Out charts ( for the average darter ):
The basis for this strategy is to aim for a number that will give a favorable result if you hit it and at the same time will leave you in a good situation if you happen to stray a little from your target. This strategy can help compensate for a lesser skill level and is critical for competing at higher levels where your opponent isn’t likely to miss the D20 finish with 3 darts in their hand. You need every opportunity the board can give you. Quite often players put themselves into a situation where if they miss the triple, they won’t have a shot at a double finish. The best they can hope for is a chance to fix it up for their next turn and that’s IF there is a next turn.
Let’s start with some ground rules:
- All Doubles and Triples are exactly the same size. The fact that players have “favorites” is a mind game that is based on their confidence to hit it. Practice will increase your confidence in hitting them all.
- Leaving an even number for your next turn is not always an advantage (unless you’re at 40 or less). Some numbers have advantages that are based on neighbouring numbers and possible combinations. It often has little to do with whether the number is odd or even. For example, I’d rather be at 107 than 106.
- The bullseye is actually a fairly large area of the board and is much larger than the triple space
- It’s necessary to learn the finishes starting with the lower numbers
- The main difference between a “bad” double and a “good” double is that if you hit a single, a “good” double will still leave you on an even number.
- When you have one dart in your hand, there is no such thing as a “bad” double. Any double is better than not having one at all.
- The fact that D16 breaks down evenly 5 times is no real advantage when you’re down to your last 3 darts (D16-D8-D4-D2-D1)
D20 and D12 are just as good as D16 when you’re on your last 3 darts:
D20 breaks down evenly 3 times (D20-D10-D5)

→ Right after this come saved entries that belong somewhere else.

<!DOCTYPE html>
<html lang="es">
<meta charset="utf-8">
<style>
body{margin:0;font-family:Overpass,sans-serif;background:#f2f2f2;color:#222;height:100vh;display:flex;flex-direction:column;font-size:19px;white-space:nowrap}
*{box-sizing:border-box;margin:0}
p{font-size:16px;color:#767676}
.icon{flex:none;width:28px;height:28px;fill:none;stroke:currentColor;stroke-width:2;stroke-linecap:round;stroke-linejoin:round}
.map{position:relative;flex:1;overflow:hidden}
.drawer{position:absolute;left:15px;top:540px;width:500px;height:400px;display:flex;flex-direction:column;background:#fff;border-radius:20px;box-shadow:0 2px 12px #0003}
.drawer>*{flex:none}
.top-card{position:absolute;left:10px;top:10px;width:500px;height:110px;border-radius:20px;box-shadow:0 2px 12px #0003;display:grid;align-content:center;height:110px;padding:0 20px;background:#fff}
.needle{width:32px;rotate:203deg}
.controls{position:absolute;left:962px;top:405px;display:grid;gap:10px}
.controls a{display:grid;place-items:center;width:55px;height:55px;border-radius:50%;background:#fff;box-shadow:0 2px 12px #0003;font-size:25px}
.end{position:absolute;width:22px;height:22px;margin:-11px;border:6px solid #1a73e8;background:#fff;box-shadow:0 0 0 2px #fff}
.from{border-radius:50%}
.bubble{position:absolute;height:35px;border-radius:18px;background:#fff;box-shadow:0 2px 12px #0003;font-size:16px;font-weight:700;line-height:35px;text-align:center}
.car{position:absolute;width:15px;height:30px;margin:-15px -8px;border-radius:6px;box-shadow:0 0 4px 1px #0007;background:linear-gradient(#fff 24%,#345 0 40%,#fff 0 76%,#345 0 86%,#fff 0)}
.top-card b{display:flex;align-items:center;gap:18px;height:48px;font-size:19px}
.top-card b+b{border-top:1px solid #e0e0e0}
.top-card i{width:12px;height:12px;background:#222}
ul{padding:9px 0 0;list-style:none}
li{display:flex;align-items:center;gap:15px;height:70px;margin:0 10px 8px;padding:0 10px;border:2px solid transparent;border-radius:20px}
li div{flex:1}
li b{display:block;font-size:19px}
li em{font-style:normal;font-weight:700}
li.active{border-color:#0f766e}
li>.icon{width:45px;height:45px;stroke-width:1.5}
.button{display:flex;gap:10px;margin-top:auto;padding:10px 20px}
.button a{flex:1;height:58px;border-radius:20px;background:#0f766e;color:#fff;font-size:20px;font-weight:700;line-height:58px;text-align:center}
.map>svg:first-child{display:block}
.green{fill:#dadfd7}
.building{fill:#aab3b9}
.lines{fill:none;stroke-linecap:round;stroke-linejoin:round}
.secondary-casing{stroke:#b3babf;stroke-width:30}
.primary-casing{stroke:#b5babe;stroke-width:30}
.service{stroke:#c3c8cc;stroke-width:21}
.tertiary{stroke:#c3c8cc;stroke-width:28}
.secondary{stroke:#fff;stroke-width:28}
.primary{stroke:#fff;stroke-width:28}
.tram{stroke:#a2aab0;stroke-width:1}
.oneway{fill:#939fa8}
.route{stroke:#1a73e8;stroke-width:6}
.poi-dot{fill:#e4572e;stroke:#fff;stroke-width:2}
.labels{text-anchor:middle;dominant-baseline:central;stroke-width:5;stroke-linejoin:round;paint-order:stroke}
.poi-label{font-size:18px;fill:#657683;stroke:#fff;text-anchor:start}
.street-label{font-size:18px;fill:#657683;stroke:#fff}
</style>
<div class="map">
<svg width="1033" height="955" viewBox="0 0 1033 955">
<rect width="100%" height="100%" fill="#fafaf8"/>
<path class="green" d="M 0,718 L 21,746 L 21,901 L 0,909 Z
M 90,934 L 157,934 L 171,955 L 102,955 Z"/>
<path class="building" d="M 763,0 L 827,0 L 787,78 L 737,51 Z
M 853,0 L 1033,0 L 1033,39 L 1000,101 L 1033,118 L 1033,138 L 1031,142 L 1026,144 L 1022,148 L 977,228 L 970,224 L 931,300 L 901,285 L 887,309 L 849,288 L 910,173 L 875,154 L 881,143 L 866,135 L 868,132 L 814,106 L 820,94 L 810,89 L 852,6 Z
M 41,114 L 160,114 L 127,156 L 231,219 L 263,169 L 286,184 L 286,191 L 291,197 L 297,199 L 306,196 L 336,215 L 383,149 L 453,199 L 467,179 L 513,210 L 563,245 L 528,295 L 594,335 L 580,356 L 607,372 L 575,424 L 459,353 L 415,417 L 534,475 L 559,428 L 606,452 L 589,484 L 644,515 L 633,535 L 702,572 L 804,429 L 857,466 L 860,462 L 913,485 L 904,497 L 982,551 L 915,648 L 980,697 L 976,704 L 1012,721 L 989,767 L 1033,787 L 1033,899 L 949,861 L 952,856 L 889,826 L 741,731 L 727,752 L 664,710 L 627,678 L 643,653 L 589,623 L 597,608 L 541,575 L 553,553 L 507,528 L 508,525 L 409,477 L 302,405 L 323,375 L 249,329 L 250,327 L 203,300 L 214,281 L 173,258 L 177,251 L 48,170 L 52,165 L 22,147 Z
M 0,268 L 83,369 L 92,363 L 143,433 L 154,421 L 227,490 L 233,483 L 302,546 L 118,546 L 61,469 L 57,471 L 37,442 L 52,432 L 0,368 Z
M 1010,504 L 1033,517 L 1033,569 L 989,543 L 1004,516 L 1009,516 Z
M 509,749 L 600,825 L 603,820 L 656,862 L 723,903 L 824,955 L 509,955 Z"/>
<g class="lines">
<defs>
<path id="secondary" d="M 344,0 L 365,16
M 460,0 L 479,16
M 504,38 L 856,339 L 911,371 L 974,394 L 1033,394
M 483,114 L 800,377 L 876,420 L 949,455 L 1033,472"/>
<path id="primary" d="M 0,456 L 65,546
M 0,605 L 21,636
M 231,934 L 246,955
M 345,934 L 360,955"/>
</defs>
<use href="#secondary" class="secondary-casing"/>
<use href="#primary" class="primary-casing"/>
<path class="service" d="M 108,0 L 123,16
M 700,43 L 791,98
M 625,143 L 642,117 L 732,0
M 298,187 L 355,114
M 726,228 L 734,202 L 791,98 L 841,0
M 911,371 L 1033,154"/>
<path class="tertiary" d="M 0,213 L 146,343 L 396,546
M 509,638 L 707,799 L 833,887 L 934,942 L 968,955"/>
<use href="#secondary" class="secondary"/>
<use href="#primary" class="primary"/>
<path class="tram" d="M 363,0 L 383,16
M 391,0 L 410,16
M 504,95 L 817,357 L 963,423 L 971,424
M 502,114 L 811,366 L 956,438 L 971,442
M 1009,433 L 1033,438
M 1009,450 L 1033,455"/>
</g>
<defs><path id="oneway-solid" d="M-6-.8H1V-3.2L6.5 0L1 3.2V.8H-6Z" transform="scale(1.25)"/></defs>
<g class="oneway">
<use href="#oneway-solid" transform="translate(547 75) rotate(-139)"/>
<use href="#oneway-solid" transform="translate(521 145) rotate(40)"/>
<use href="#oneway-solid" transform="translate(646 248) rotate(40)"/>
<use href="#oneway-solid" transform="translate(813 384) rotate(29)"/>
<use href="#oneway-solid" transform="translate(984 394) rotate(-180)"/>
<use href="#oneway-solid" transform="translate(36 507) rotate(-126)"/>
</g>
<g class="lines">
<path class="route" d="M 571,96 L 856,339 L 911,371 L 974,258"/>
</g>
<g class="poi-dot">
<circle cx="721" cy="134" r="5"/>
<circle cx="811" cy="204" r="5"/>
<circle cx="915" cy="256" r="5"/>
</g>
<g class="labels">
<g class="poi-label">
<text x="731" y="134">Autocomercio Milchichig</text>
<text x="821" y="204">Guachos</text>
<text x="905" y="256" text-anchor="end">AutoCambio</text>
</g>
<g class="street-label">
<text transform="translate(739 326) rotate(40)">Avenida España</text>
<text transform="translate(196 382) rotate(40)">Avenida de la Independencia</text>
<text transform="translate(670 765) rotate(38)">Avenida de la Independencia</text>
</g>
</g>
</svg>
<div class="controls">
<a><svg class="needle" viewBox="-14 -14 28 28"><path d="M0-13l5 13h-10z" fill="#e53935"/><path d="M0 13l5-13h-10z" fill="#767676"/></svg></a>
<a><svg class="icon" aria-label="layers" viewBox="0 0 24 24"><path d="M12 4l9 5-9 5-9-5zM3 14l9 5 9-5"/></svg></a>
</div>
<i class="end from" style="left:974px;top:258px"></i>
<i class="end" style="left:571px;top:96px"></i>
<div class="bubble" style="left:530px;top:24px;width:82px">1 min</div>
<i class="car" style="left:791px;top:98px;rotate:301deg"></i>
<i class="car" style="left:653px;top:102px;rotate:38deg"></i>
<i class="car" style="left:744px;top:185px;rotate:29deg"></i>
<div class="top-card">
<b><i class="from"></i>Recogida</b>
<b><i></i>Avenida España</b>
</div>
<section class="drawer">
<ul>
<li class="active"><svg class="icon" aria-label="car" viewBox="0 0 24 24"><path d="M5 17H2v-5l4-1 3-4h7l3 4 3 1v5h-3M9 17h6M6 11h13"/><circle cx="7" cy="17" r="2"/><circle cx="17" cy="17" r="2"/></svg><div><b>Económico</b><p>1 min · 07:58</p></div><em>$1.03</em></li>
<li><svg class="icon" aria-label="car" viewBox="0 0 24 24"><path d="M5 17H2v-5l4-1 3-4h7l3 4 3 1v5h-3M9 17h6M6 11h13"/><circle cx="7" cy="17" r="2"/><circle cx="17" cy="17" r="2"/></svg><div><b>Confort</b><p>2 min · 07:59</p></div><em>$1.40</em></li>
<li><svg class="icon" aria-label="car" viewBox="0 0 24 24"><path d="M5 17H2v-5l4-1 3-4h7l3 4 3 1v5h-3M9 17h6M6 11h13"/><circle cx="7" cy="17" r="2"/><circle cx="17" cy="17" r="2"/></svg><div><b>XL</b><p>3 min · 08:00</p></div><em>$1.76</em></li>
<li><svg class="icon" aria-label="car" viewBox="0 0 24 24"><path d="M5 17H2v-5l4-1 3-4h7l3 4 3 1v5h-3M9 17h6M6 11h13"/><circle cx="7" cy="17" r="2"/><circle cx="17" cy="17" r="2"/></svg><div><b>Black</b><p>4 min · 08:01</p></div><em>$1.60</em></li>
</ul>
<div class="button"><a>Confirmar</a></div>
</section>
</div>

D12 breaks down evenly 3 times (D12-D6-D3)
Using your first dart to leave D18, D14 or D10 is perfectly acceptable when you’re on your last turn:
D18 breaks down evenly 2 times (D18-D9)
D14 breaks down evenly 2 times (D14-D7)
D10 breaks down evenly 2 times (D10-D5)
To understand the philosophy behind the following strategy, it’s important to realize what your personal odds are in favor of hitting the triple that you so desperately need in order to leave yourself a double out. If you hit a Triple every time you shoot for it, you should probably stop reading this and get yourself on a plane headed to England.
For the rest of us, let’s assume that T20 is the number that you typically aim at for the majority of the game. If you’re hitting a T20 at least once every turn, then you’re a pretty good player. Even so, your chance of hitting that triple is only 1-in-3 or 33%. Consider the darter that’s hitting the T20 once every 2 turns (16%) or every 3 turns (11%) or…etc.
Now consider where that dart ends up if not in the T20 that you were aiming at. Most likely it ends up in the S20 although it often strays to the S5 or S1. Landing in the T5 or T1 is the next most likely scenario, depending on your skill level.
Are you willing to risk giving up ANY chance at a double if you miss the triple?
A good example is that your opponent is on a double and you have 64 points with 2 darts in hand. If you shoot for the T16 and only hit S16 you will be left with 48 and 1 dart. All you can do is lower your score and wish for another turn. The strategic alternative is to shoot for the T14. If you hit the triple then you’re left with D11. If you hit S14 then you’re left with DB. Agreed, these aren’t the most desirable doubles but at least you’ve increased your chances for getting a shot at one. Using this strategy is like having a backup parachute; it’s really nice to have it if you need it.
Consider finishing 80. T16-D16 is popular but if you hit a single you’re left with 64. T20-D10 is the better way to go. If you hit a single 20 you’re left with 60.
Which would you rather be shooting for with only 2 darts in your hand?
Another great example is 101 with 3 darts in hand. A lot of people will go for T17 to leave 50 which is still a 2 dart finish (unless you’re feeling especially cocky like Daryl Viscount on my Monday night team). T17-DB is the 2 dart solution for 101. With 3 darts, you should never do this because if you hit a single 2, you’re left with 99 and no way to finish. The safer alternative is to go for T20. The only number that will prevent you from a second chance is the D1. Watch for this one on your typical out charts. It’s mathematically correct but strategically inferior.
Don’t forget about your personal odds of hitting a triple. Remember that the odds are against you (we won’t even mention the additional game winning pressure of hitting a particular triple!).
The bottom line is that you will get more shots at doubling out and earn the respect of better players by knowing what to shoot for. Even if you don’t hit it every time, the fact that you’re using every ounce of opportunity in your favour shows that you shouldn’t be taken for granted.